I’m in a casual pre pro in Palm Springs for a Michelob Dark commercial. It’s based on Miami Vice, using the Phil Collins song, IN THE AIR TONIGHT. The agency sent an unproduceable rip, for reference. The AB people, Jack McDonough, has asked to shoot the material two ways, once with Michelob Dark and again with regular Michelob. The Michelob account has been up for grabs, and Riney has been pitching the account. I’ve seen his work and it’s really not Michelob, more suited to Budweiser. I think Riney is expecting some bright light to see that and give him Bud business.
McDonough is a bright light and he sees something in this spot. After our pre pro he pulls me aside and tells me to make the work as stylish as possible, so stylish that eventually he doesn’t really want to see the beer.
I never forgot that.
At that time, the restrictions on beer advertising, driving, etc. were astonishing. When I started to do homework, I found that there were very few things we could shoot. The spot was going to be mostly about attitude.
I don’t think I worked so hard on anything in my life.
I remember the agency producer busting my chops one night when I was filming airplanes landing at LAX. The planes flew over a brightly lit parking area so you could see them clearly. I kept shooting and shooting while he seethed. I also wanted the film to be filmed in slow motion but the restrictions of pulsing neon and other issues were overwhelming. Eventually I finished and the spot languished until AB made up their minds about the campaign.
Riney saw the spot and we argued about it one evening, him saying that the spot had no substance. I responded by saying that the Henry’s stuff we had done to such acclaim was just a bunch of old man jokes. Anyway, Michelob was awarded to Needham, so I won that battle.
I couldn’t do the next batch so they used another director. He squeezed the life out of the look I had done and when I got back on board, I tried to come up with a new look, always remembering McDonough’s dictum. I had begun to work with Larry Bridges, a brilliant editor/ filmmaker. We met on a Nike shoot and his work was astonishing. I could take risks with him that I couldn’t with conventional editors.
I was shooting a new idea with a simple, boy meets girl story. A guy is going to bar to meet a girl and he’s late (I think).
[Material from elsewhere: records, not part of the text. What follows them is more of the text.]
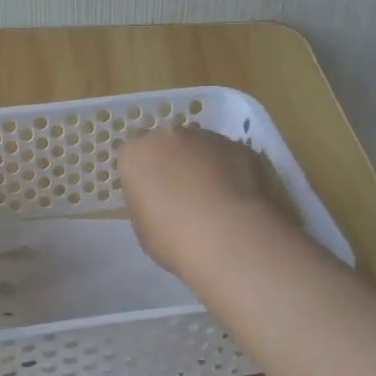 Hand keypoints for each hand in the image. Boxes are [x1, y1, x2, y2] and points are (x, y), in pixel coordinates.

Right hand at [118, 127, 296, 275]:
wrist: (230, 237)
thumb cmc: (174, 239)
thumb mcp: (144, 229)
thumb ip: (148, 205)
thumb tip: (163, 202)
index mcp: (137, 155)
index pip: (133, 155)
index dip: (144, 175)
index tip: (152, 195)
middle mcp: (170, 136)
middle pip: (169, 145)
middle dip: (175, 163)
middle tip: (184, 196)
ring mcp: (209, 138)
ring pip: (202, 148)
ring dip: (205, 166)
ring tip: (217, 201)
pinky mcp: (242, 147)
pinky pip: (231, 158)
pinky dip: (233, 173)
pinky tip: (239, 202) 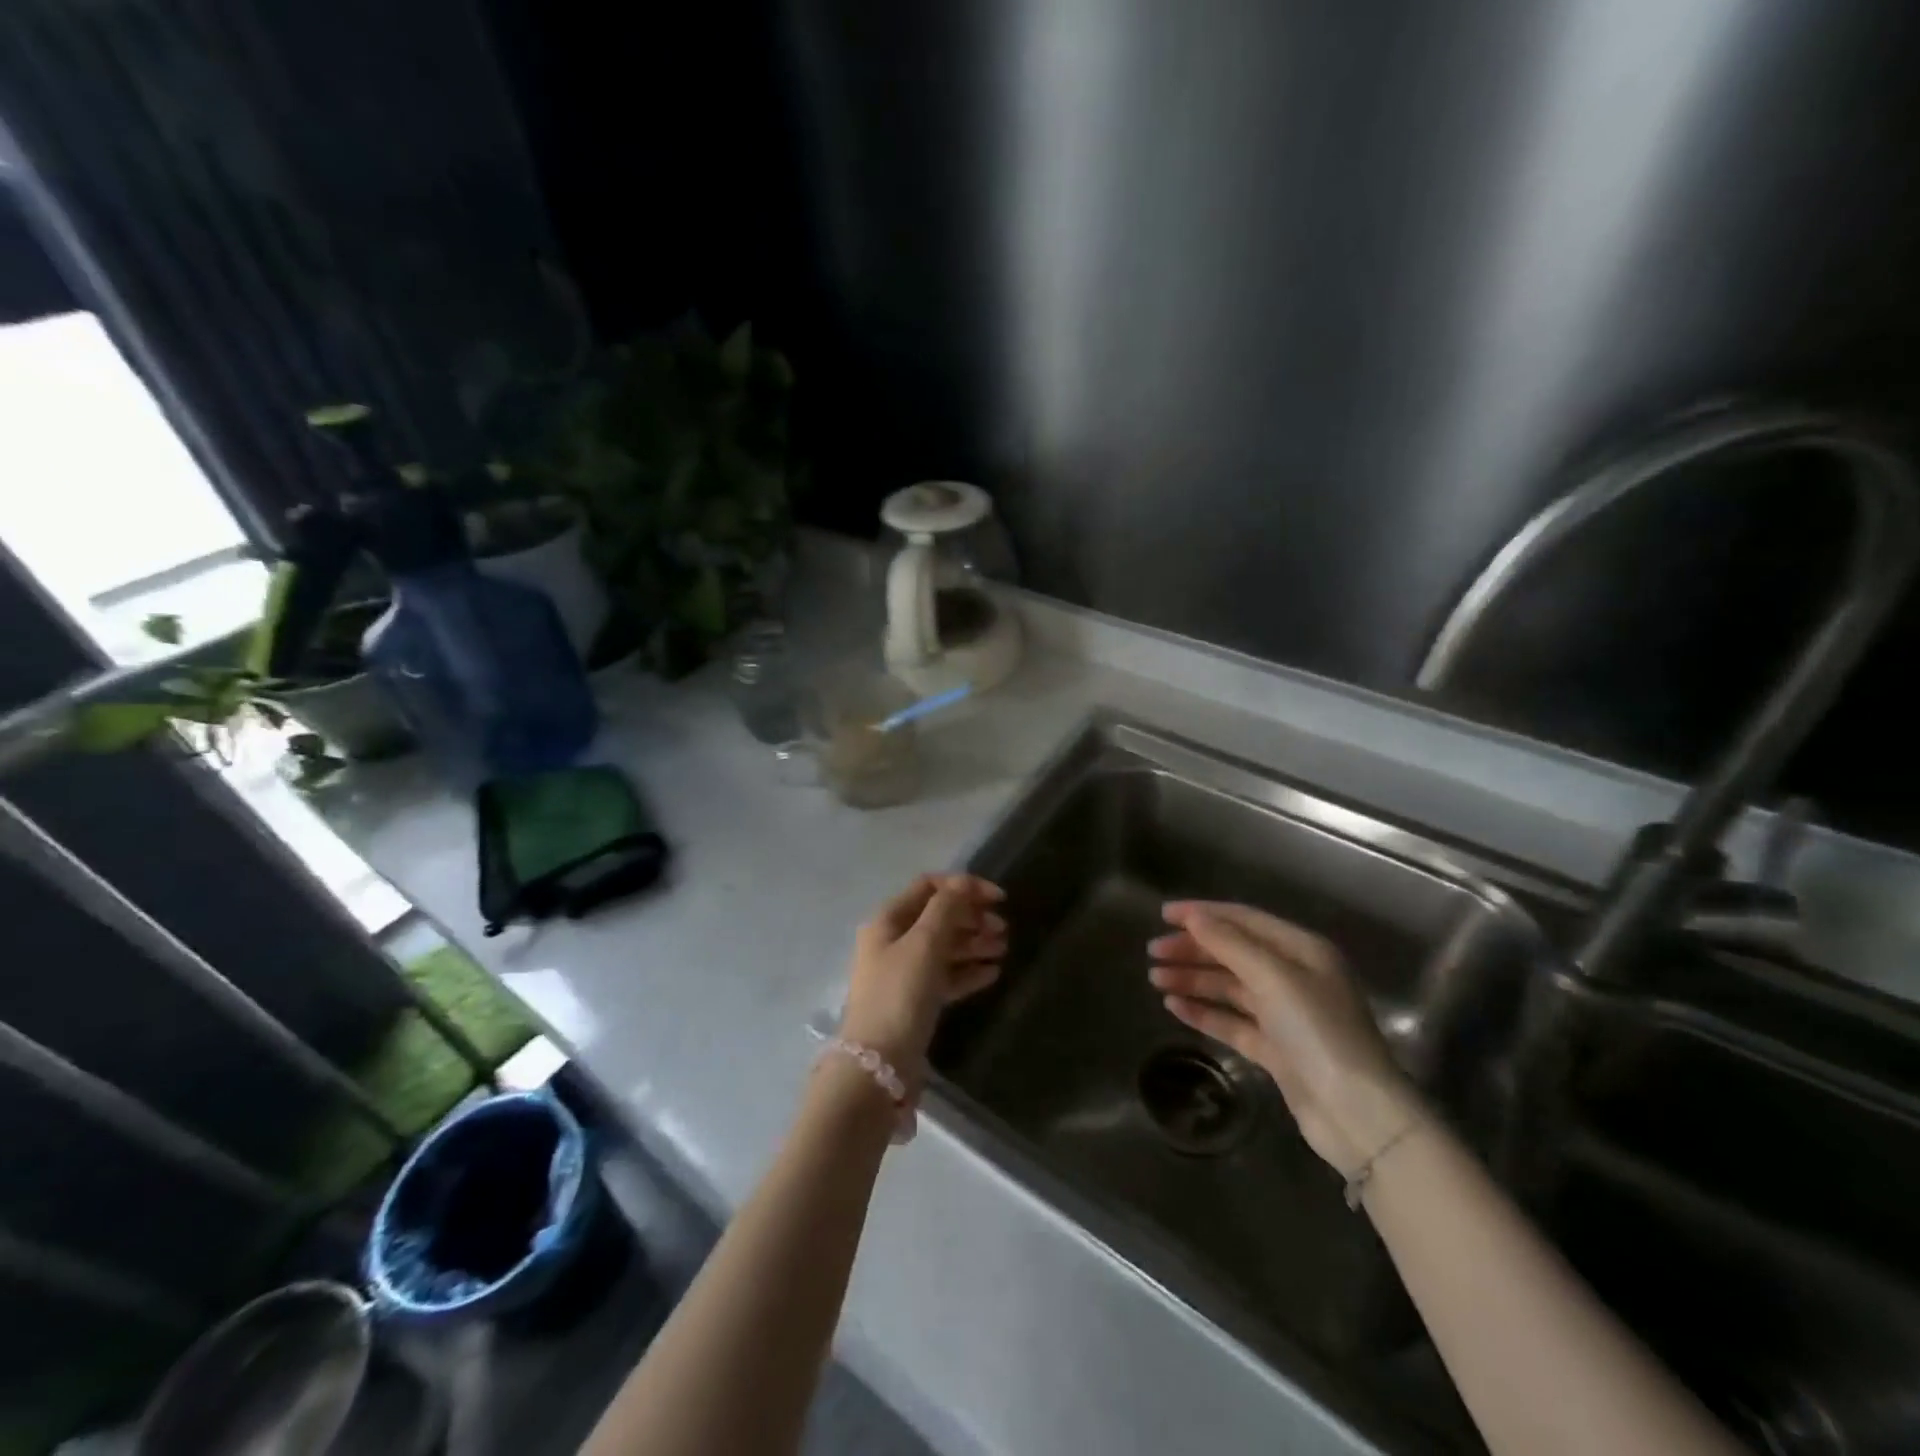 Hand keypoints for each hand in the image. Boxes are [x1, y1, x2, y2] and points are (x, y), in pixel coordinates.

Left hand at [840, 874, 1006, 1086]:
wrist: (878, 1065)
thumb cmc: (900, 994)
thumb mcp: (924, 944)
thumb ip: (946, 908)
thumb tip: (964, 882)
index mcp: (888, 920)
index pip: (929, 887)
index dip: (964, 886)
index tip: (998, 899)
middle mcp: (893, 941)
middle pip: (938, 917)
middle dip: (972, 917)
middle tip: (1002, 929)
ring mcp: (903, 973)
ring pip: (944, 947)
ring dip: (974, 943)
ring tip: (1003, 949)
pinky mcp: (915, 1001)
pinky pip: (946, 976)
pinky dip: (968, 971)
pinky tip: (992, 973)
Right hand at [1148, 901, 1421, 1177]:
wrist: (1357, 1115)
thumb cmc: (1318, 1032)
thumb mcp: (1274, 978)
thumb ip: (1230, 944)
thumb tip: (1193, 917)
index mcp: (1302, 950)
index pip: (1244, 920)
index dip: (1203, 914)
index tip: (1162, 914)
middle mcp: (1294, 977)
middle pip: (1234, 952)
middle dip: (1193, 949)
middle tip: (1152, 952)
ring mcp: (1285, 1015)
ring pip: (1229, 987)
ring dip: (1193, 979)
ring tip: (1155, 979)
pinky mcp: (1276, 1049)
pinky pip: (1232, 1021)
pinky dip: (1204, 1012)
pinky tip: (1174, 1007)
I shot the required days and fought with the agency about the coverage. Their thinking was extremely conventional and I was trying to discover new ways of seeing things- mistakes. Of course, while I was filming mistakes, the agency was complaining that I was filming mistakes.
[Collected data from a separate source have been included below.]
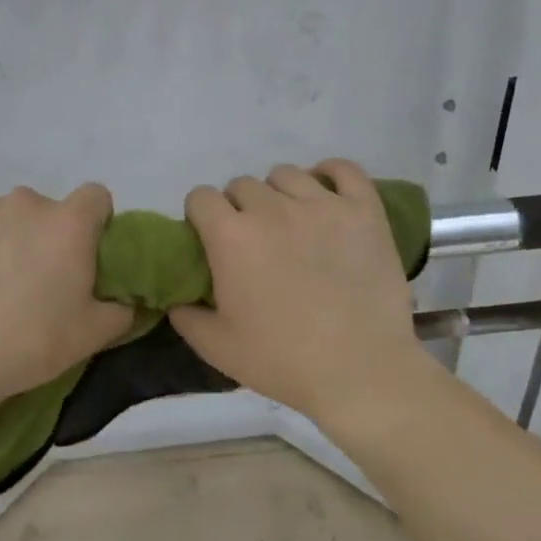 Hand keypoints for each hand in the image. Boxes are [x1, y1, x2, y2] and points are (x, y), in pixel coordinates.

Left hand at [0, 184, 133, 411]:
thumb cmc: (25, 347)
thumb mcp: (91, 336)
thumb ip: (122, 308)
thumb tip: (128, 297)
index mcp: (68, 224)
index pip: (95, 197)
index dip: (92, 222)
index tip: (80, 254)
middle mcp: (24, 202)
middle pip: (41, 209)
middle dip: (38, 235)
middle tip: (25, 280)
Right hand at [169, 160, 424, 423]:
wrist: (360, 371)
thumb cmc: (283, 361)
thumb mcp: (217, 348)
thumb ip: (187, 316)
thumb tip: (177, 298)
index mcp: (232, 236)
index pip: (202, 197)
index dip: (201, 216)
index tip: (209, 237)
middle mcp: (273, 208)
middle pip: (243, 184)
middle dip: (240, 207)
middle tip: (254, 240)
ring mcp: (322, 204)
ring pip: (288, 174)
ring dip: (280, 193)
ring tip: (291, 221)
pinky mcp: (363, 210)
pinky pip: (345, 170)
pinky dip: (332, 173)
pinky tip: (327, 192) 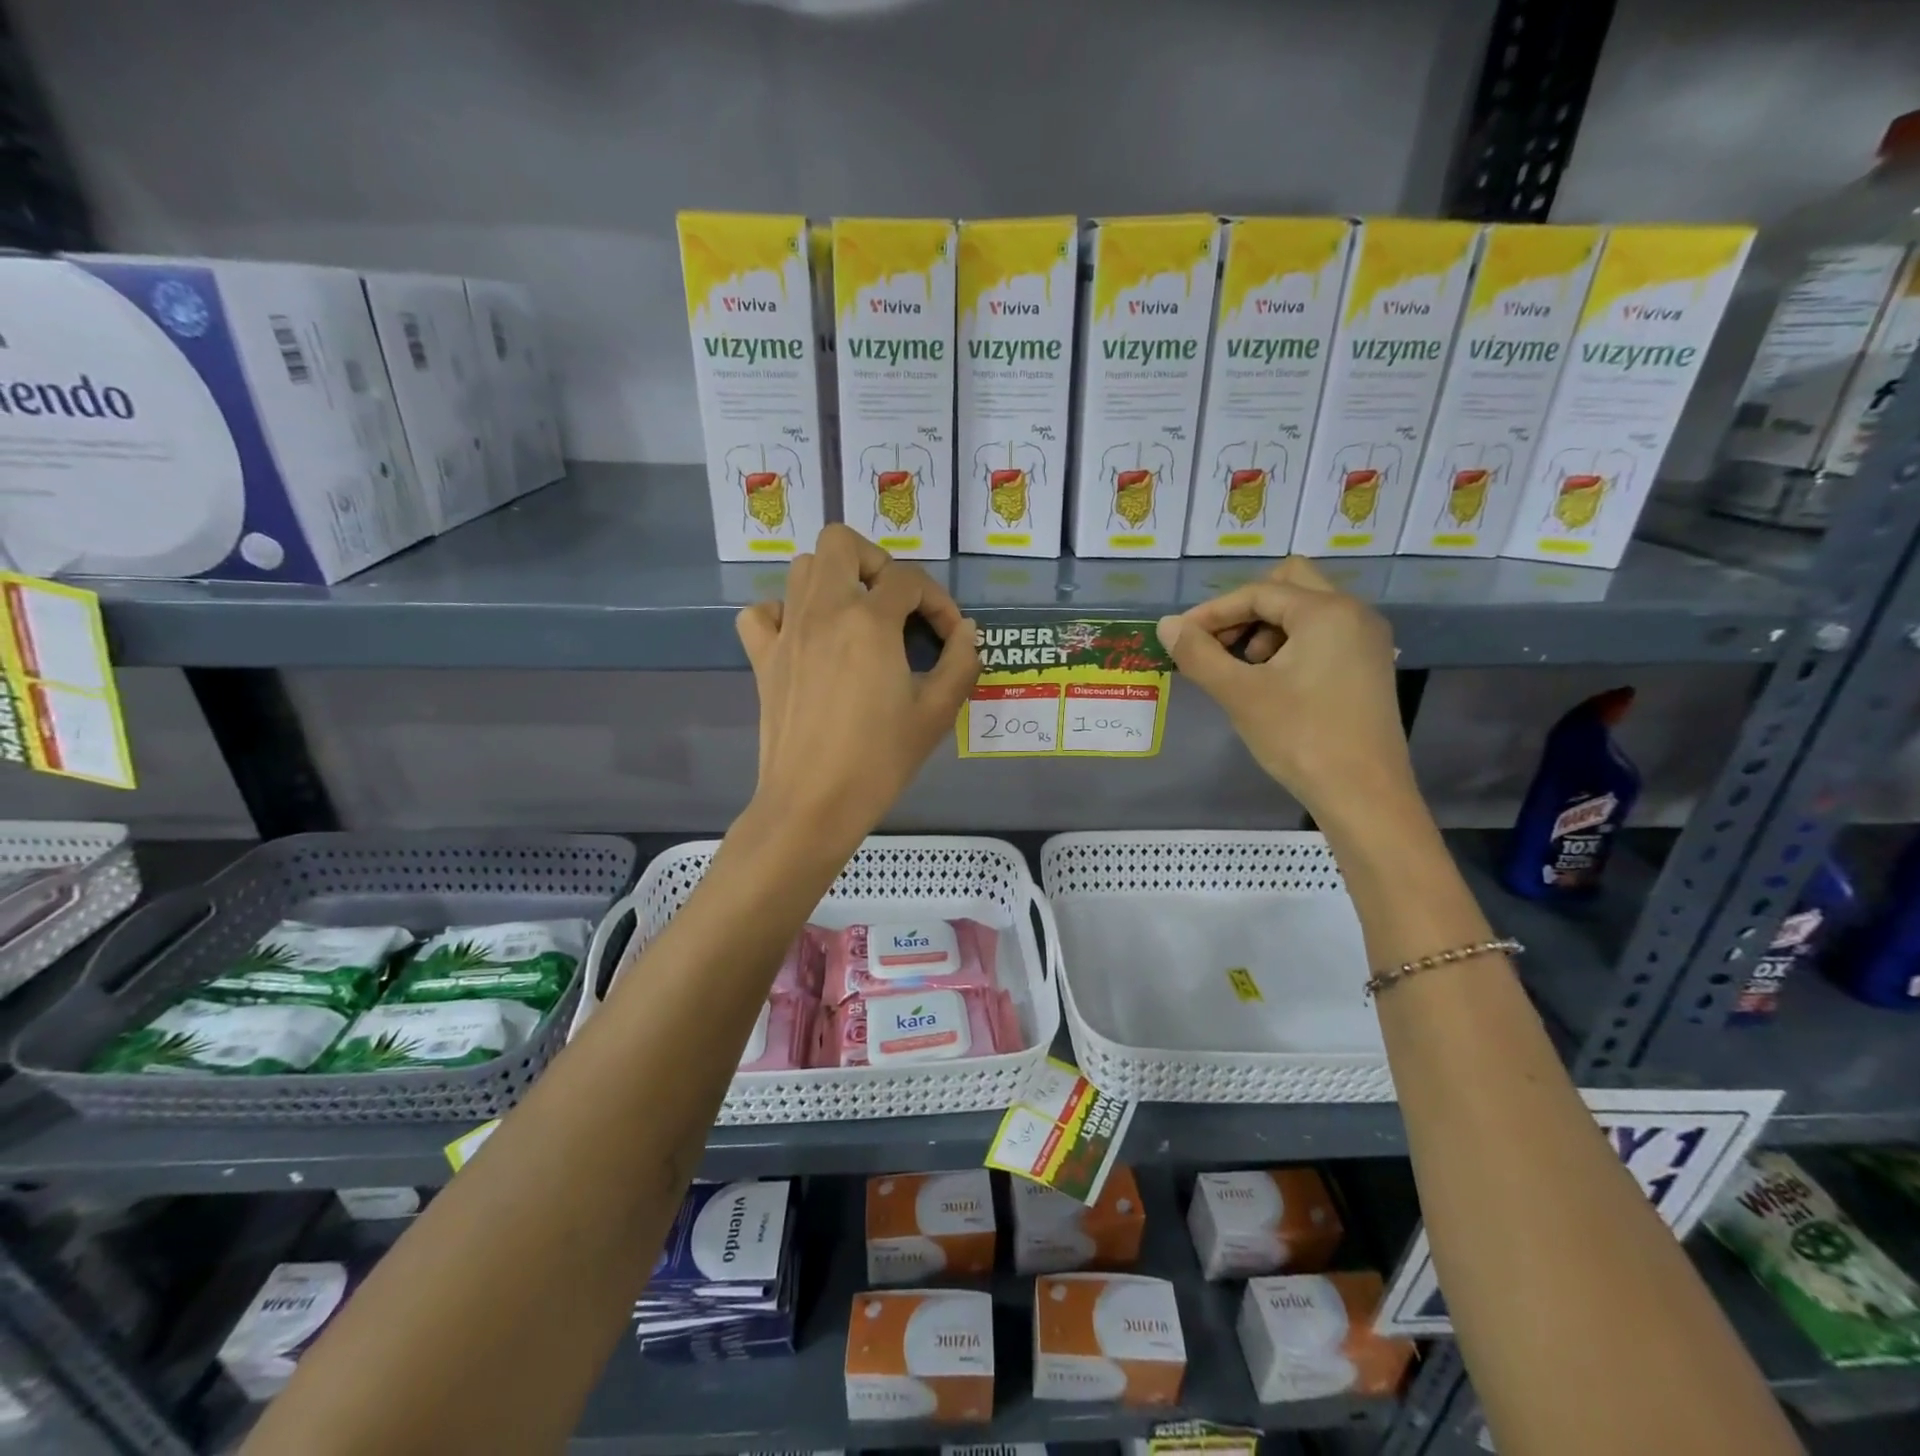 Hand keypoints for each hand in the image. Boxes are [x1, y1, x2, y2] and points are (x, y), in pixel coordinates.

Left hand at [737, 526, 978, 850]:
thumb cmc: (879, 760)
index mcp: (869, 621)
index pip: (910, 580)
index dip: (939, 603)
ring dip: (835, 579)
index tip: (950, 639)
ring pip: (802, 567)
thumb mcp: (936, 713)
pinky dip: (784, 612)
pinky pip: (763, 612)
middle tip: (896, 605)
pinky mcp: (762, 658)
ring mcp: (786, 632)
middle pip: (842, 542)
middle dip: (877, 562)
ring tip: (858, 618)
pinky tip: (807, 638)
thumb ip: (961, 663)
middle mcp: (823, 611)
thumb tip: (966, 631)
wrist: (813, 803)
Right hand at [1156, 556, 1415, 826]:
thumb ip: (1198, 654)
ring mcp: (1366, 640)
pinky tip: (1270, 683)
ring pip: (1305, 611)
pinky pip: (1321, 635)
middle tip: (1218, 644)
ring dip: (1265, 629)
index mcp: (1326, 612)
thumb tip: (1166, 625)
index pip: (1257, 592)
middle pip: (1288, 585)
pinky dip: (1289, 645)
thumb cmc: (1301, 738)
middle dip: (1245, 610)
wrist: (1363, 795)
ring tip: (1242, 671)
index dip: (1212, 612)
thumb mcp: (1240, 694)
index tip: (1180, 637)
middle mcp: (1354, 613)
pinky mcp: (1367, 666)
Larry did a cut with the existing material that was just okay, but missing something. I had go to France to film a Perrier commercial. I didn’t get the thought of the Michelob spot out of my mind and I didn’t quite know what to do but I knew that there wasn’t enough stuff there. When I got back to LA, I had Billy Hayden get some of his Herb Ritts friends and we went out and shot some more stuff at night, just arbitrary. Then I took some of the more mundane footage and refilmed it on television sets. Larry slammed all the shit together and sent it.
It scared the shit out of the agency.
The story is that it sat on someone’s desk at AB for a long time and August IV saw the cassette there, put it into a deck, and liked it. He went to his father and said ‘this is the stuff we should be doing.’ So…
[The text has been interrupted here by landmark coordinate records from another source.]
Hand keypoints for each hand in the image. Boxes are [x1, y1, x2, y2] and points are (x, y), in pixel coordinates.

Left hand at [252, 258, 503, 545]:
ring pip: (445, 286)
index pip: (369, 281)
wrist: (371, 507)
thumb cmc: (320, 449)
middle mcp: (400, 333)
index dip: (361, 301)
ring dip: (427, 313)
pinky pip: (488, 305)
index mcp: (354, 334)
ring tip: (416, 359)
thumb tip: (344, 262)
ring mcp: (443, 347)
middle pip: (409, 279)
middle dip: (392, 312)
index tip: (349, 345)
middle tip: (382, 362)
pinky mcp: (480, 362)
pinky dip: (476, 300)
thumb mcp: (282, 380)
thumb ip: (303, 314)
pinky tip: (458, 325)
We did a bunch of stuff like that, chaos.
I still hadn’t discovered the formula to eliminate the product and McDoough left. He was replaced by a guy from Schlitz. By then Schlitz was out of business.
Go figure.
AB felt I was out of control but they still liked the work so they had the agency re hire Dave Lamb who had a bad experience with Riney (thanks to me, but that’s another story). David was hired to ‘control’ me but that lasted not a while. On a Saturday, with a bunch of extras milling about (on double time) I was asked to film a number of beer pour clichés, drops of condensation running down labels, glasses, etc. and I snapped. I hurled a chair across the room.
All I could remember is my frustration of never being able to reach the apex of filming a commercial without a product.
After that, the agency got Adrian Lyne and Ridley Scott to shoot the next campaign. For some reason, Ridley’s spot never ran and they went into my library to add to Adrian’s work. I found out about that in a strange manner. I was in Cannes when a journalist asked how I liked co directing with Adrian (a longtime friend). I had no idea what he was speaking of until I saw the spot, an amalgam of my footage and his.
I’m sure that Ridley and Adrian wouldn’t have suffered the foolishness I did. Later, David talked AB into having him direct a commercial or two, but the campaign fizzled after that. A sad end to a great story.